Policja wkroczyła do polskiego kościoła w Londynie. Wierni łamali obostrzenia

Rafał Badowski
Londyńscy policjanci w piątek wieczorem weszli do polskiego kościoła w dzielnicy Balham i przerwali nabożeństwo z okazji Wielkiego Piątku. Jak poinformowali funkcjonariusze, doszło do złamania obostrzeń sanitarnych i zgromadzenie jest niezgodne z prawem.
W polskim kościele w londyńskim Balham interweniowała policja. Fot. Screen / YouTube / Andrzej Fryzicki
Przedstawiciele policji weszli do polskiego kościoła w londyńskim Balham.

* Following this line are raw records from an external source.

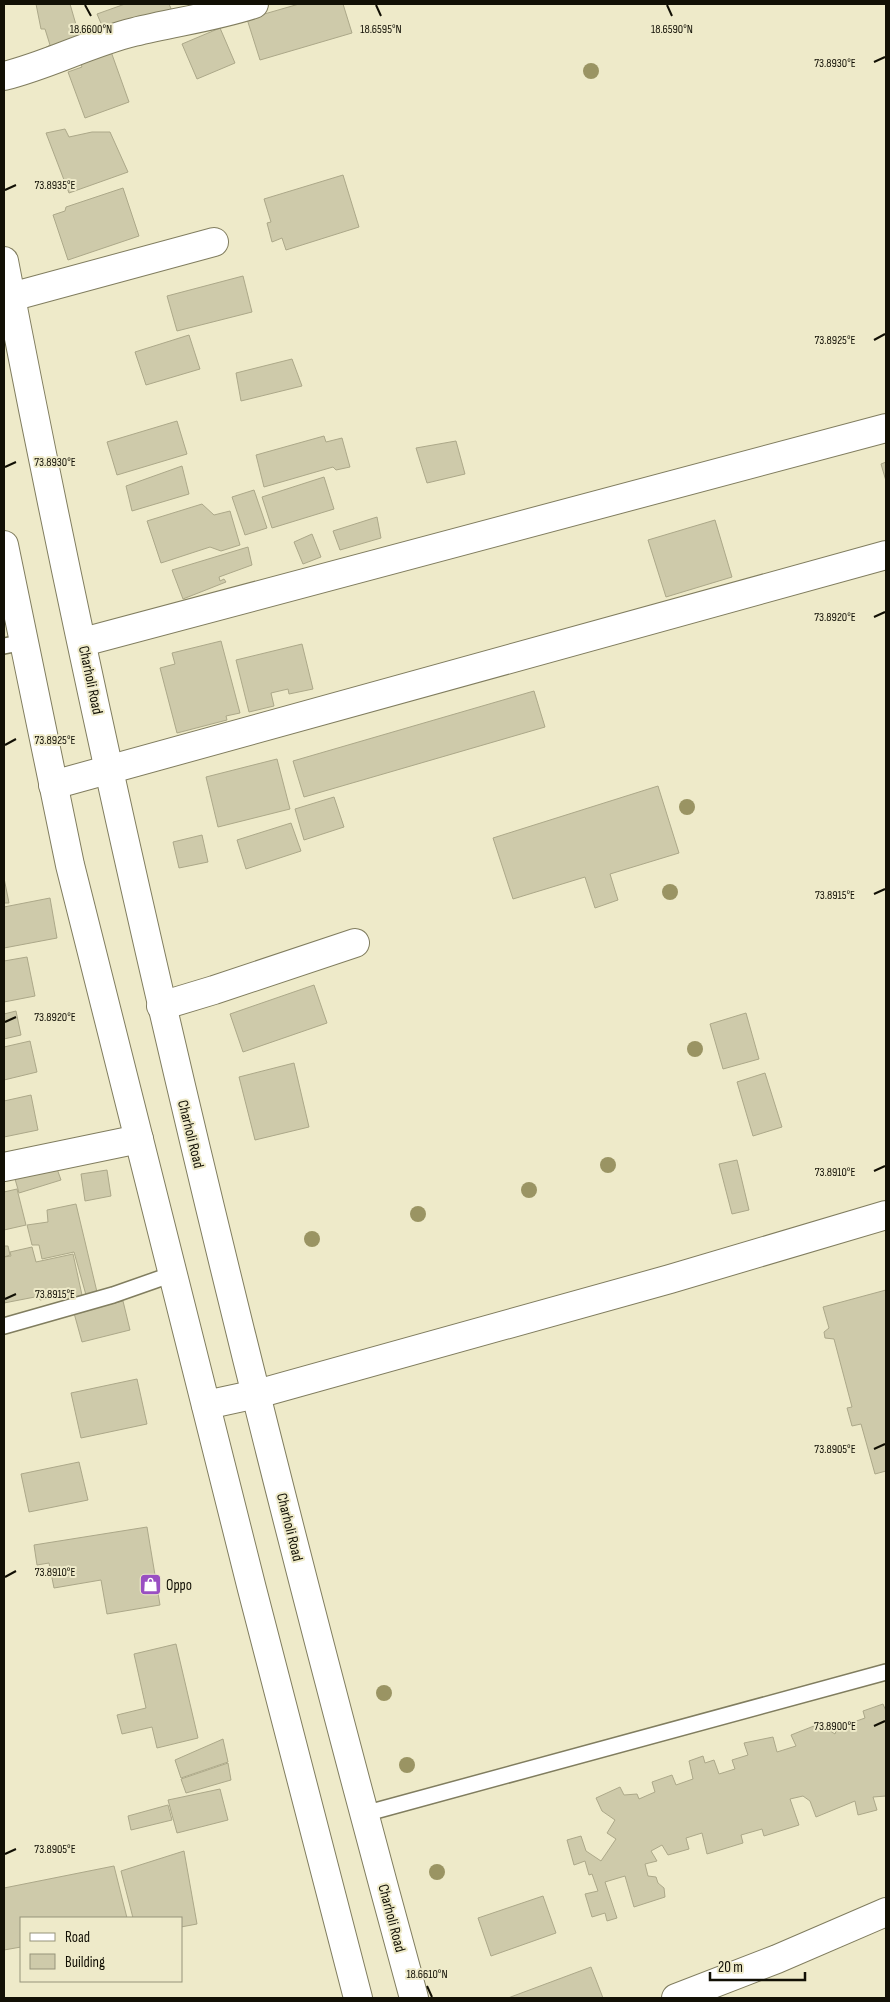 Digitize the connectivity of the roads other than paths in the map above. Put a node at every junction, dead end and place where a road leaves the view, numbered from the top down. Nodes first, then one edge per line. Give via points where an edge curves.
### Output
1 (254, 4) edge
2 (4, 76) edge
3 (214, 242) dead end
4 (4, 261) edge
5 (11, 297) junction
6 (886, 428) edge
7 (4, 545) edge
8 (886, 555) edge
9 (83, 642) junction
10 (14, 644) edge
11 (110, 770) junction
12 (53, 785) junction
13 (355, 942) dead end
14 (161, 1006) junction
15 (139, 1139) junction
16 (4, 1167) edge
17 (886, 1215) edge
18 (173, 1274) junction
19 (4, 1326) edge
20 (256, 1394) junction
21 (206, 1405) junction
22 (886, 1672) edge
23 (364, 1814) junction
24 (886, 1912) edge
25 (358, 1998) edge
26 (414, 1998) edge
27 (676, 1998) edge

1 - 2 street via 134,32 88,46 36,68
3 - 5 street
4 - 5 street, Charholi Road
5 - 9 street, Charholi Road
6 - 9 street
7 - 10 street
8 - 11 street
9 - 11 street, Charholi Road
10 - 12 street
11 - 12 street
11 - 14 street, Charholi Road
12 - 15 street
13 - 14 street
14 - 20 street, Charholi Road
15 - 16 street
15 - 18 street
17 - 20 street via 670,1279
18 - 19 lane via 114,1295
18 - 21 street
20 - 21 street
20 - 23 street, Charholi Road
21 - 25 street
22 - 23 lane
23 - 26 street, Charholi Road
24 - 27 street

Przerwali trwającą w nim liturgię i nakazali wiernym opuścić świątynię. Służby twierdziły, że doszło do złamania obostrzeń w związku z epidemią covid-19. Na filmie można zobaczyć, że niektórzy wierni nie mieli prawidłowo założonych maseczek, a niektórzy ministranci nie nosili ich wcale.

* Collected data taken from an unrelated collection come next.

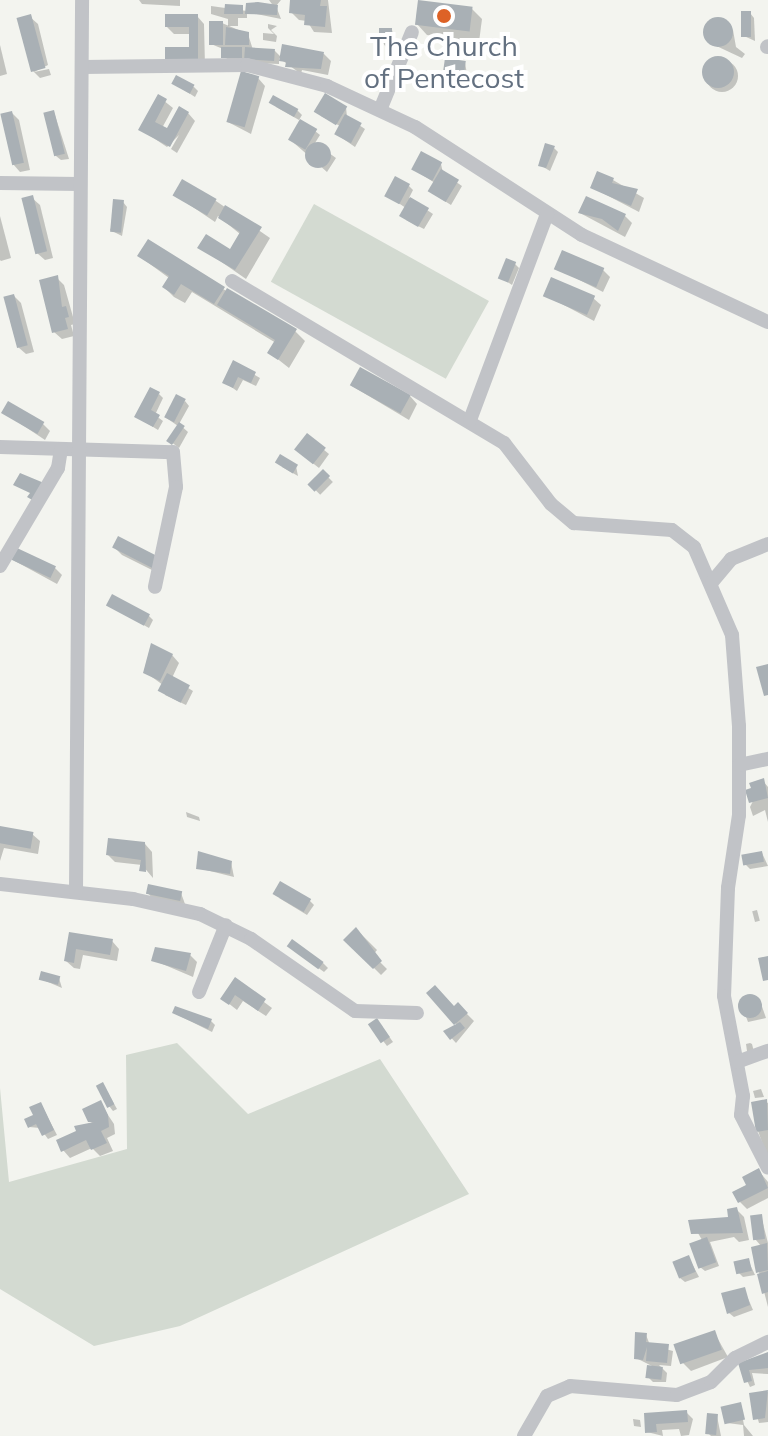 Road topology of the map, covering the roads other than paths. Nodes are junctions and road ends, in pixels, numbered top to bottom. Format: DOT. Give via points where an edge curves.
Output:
graph roads {
  1 [pos="82,0"];
  2 [pos="412,32"];
  3 [pos="83,67"];
  4 [pos="380,110"];
  5 [pos="0,183"];
  6 [pos="80,184"];
  7 [pos="547,214"];
  8 [pos="232,281"];
  9 [pos="768,322"];
  10 [pos="470,420"];
  11 [pos="0,447"];
  12 [pos="68,449"];
  13 [pos="768,544"];
  14 [pos="0,566"];
  15 [pos="712,582"];
  16 [pos="155,587"];
  17 [pos="768,759"];
  18 [pos="739,765"];
  19 [pos="0,884"];
  20 [pos="76,892"];
  21 [pos="226,925"];
  22 [pos="199,992"];
  23 [pos="417,1013"];
  24 [pos="768,1051"];
  25 [pos="737,1062"];
  26 [pos="768,1168"];
  27 [pos="768,1342"];
  28 [pos="524,1436"];
  1 -- 3 [label="street"];
  2 -- 4 [label="street"];
  3 -- 4 [label="street" via="264,66"];
  3 -- 6 [label="street"];
  4 -- 7 [label="street" via="466,158"];
  5 -- 6 [label="street"];
  6 -- 12 [label="street"];
  7 -- 9 [label="street"];
  7 -- 10 [label="street"];
  8 -- 10 [label="street"];
  10 -- 15 [label="street" via="504,443 571,522 672,530 694,547"];
  11 -- 12 [label="street"];
  12 -- 14 [label="street"];
  12 -- 16 [label="street" via="175,454 173,512"];
  12 -- 20 [label="street"];
  13 -- 15 [label="street" via="731,559"];
  15 -- 18 [label="street" via="732,635"];
  17 -- 18 [label="street"];
  18 -- 25 [label="street" via="724,996"];
  19 -- 20 [label="street"];
  20 -- 21 [label="street" via="164,904"];
  21 -- 22 [label="street"];
  21 -- 23 [label="street" via="355,1011"];
  24 -- 25 [label="street"];
  25 -- 26 [label="street" via="741,1115"];
  27 -- 28 [label="street" via="735,1358 711,1382 677,1395 570,1386 547,1396"];
}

Jak słyszymy na nagraniu, ksiądz Aleksander Dasik poinformował wiernych, iż ktoś zadzwonił ze skargą na policję. Duchowny poprosił policjantów o wyjaśnienie, dlaczego przerywają nabożeństwo Męki Pańskiej. Jak twierdził ksiądz, zasady obowiązujące w świątyni były przestrzegane.

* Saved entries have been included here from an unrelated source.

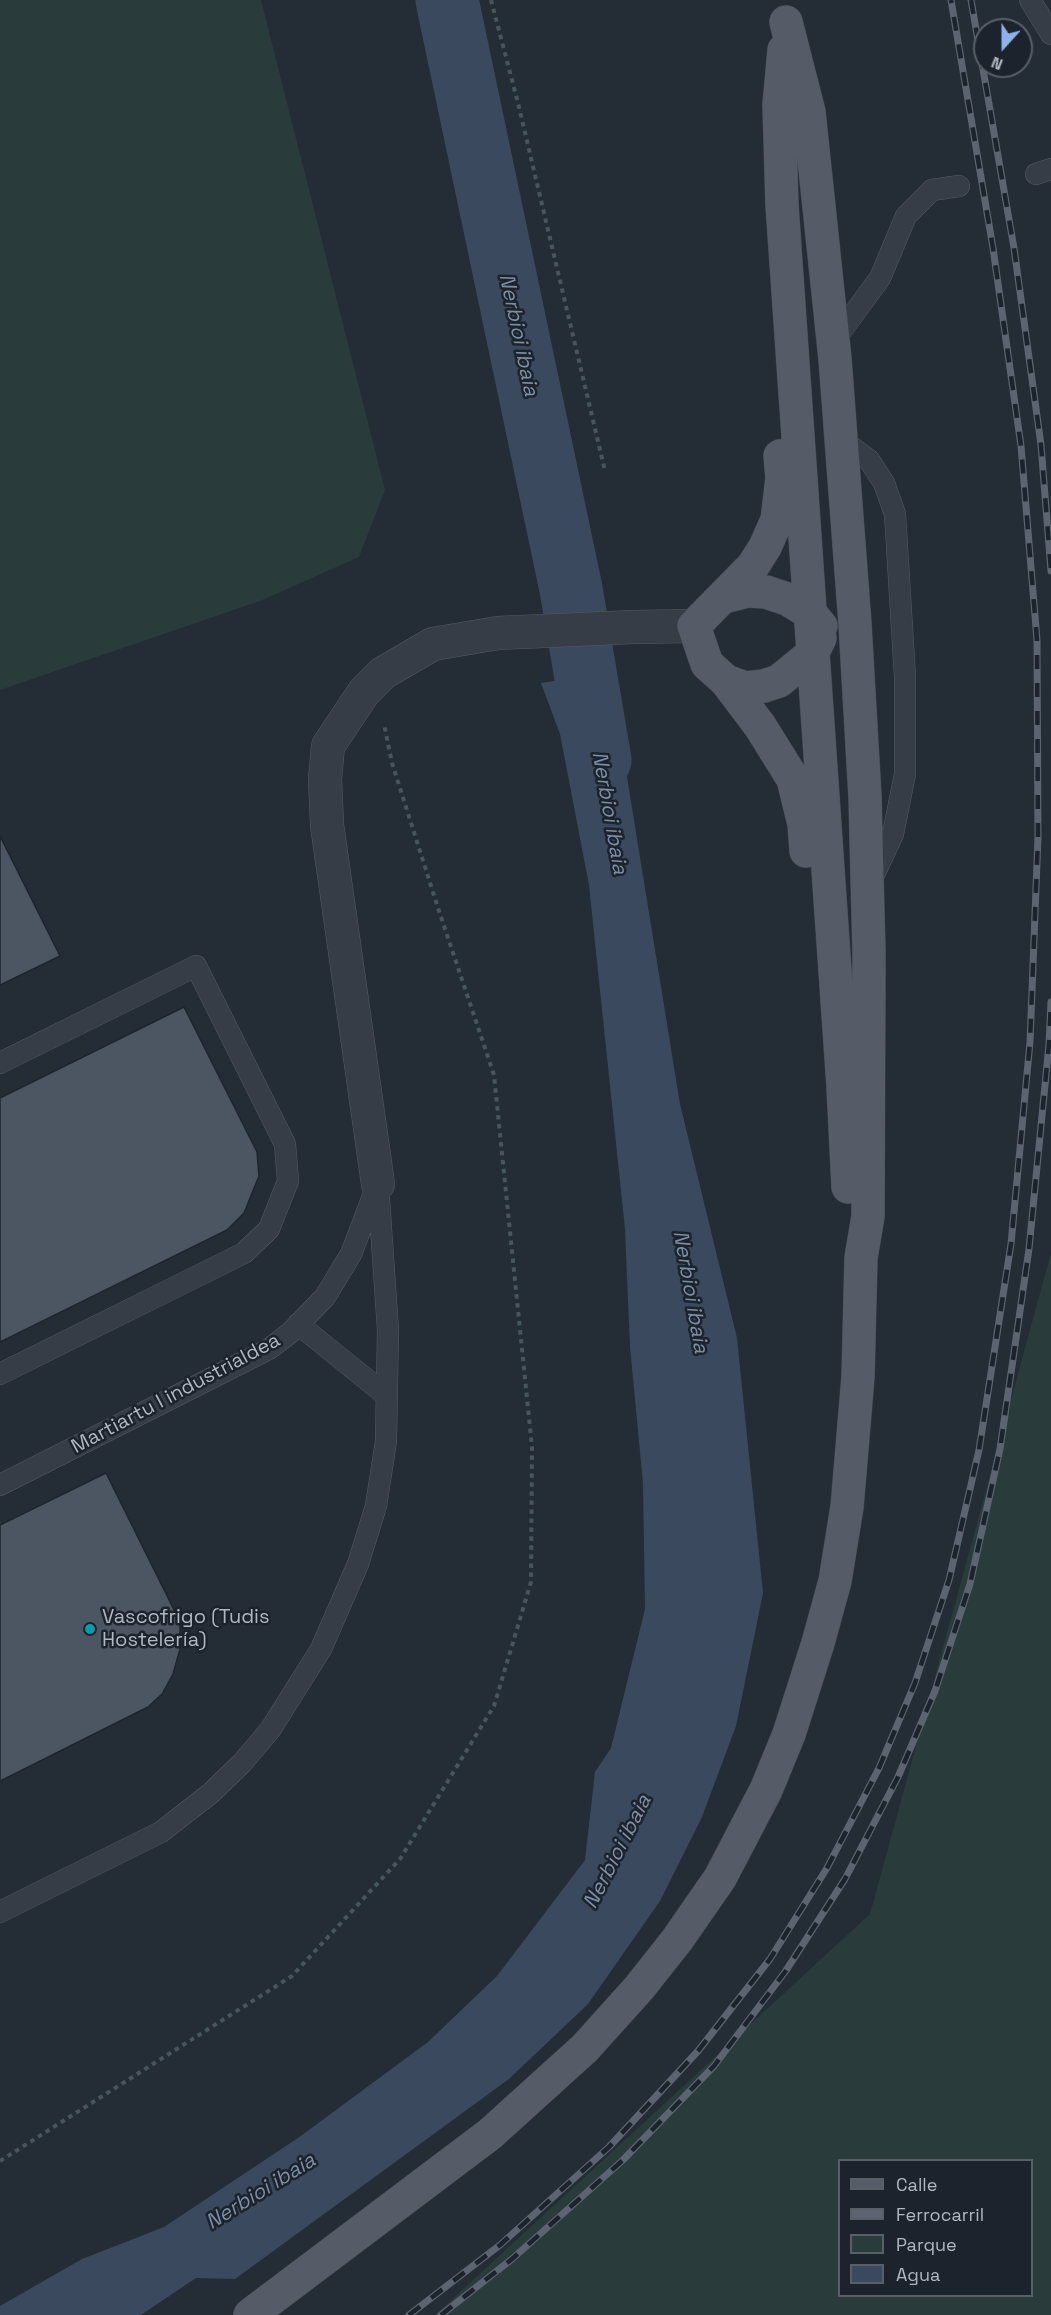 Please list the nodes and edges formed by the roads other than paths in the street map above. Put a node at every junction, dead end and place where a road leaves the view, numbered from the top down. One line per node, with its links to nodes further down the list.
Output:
1 (1030, 0): 3 (lane)
2 (785, 11): 5 (main road); 6 (main road)
3 (1051, 34)
4 (959, 186): 6 (lane)
5 (782, 205): 8 (main road); 10 (main road)
6 (835, 354): 7 (main road); 10 (main road)
7 (841, 439): 12 (main road); 12 (lane)
8 (724, 597): 9 (main road); 10 (main road)
9 (694, 626): 11 (main road); 16 (street)
10 (816, 632): 11 (main road); 13 (main road); 15 (main road)
11 (726, 681): 15 (main road)
12 (867, 890): 13 (main road)
13 (869, 954): 17 (main road)
14 (0, 1063): 19 (lane)
15 (844, 1111): 17 (main road)
16 (378, 1184): 18 (lane, Martiartu I industrialdea); 20 (lane)
17 (861, 1258): 23 (main road)
18 (298, 1324): 20 (lane); 21 (lane, Martiartu I industrialdea)
19 (0, 1374)
20 (387, 1396): 22 (lane)
21 (0, 1485)
22 (0, 1912)
23 (250, 2315)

– Niestety to zgromadzenie jest bezprawne w związku z regulacjami obowiązującymi obecnie z powodu koronawirusa. Zgodnie z prawem nie możecie się tu spotykać w tak licznym gronie. Musicie teraz rozejść się do domów. Niezastosowanie się do tego grozi grzywną w wysokości 200 funtów. Odmowa podania danych natomiast może doprowadzić do aresztowania – wyjaśniał policjant.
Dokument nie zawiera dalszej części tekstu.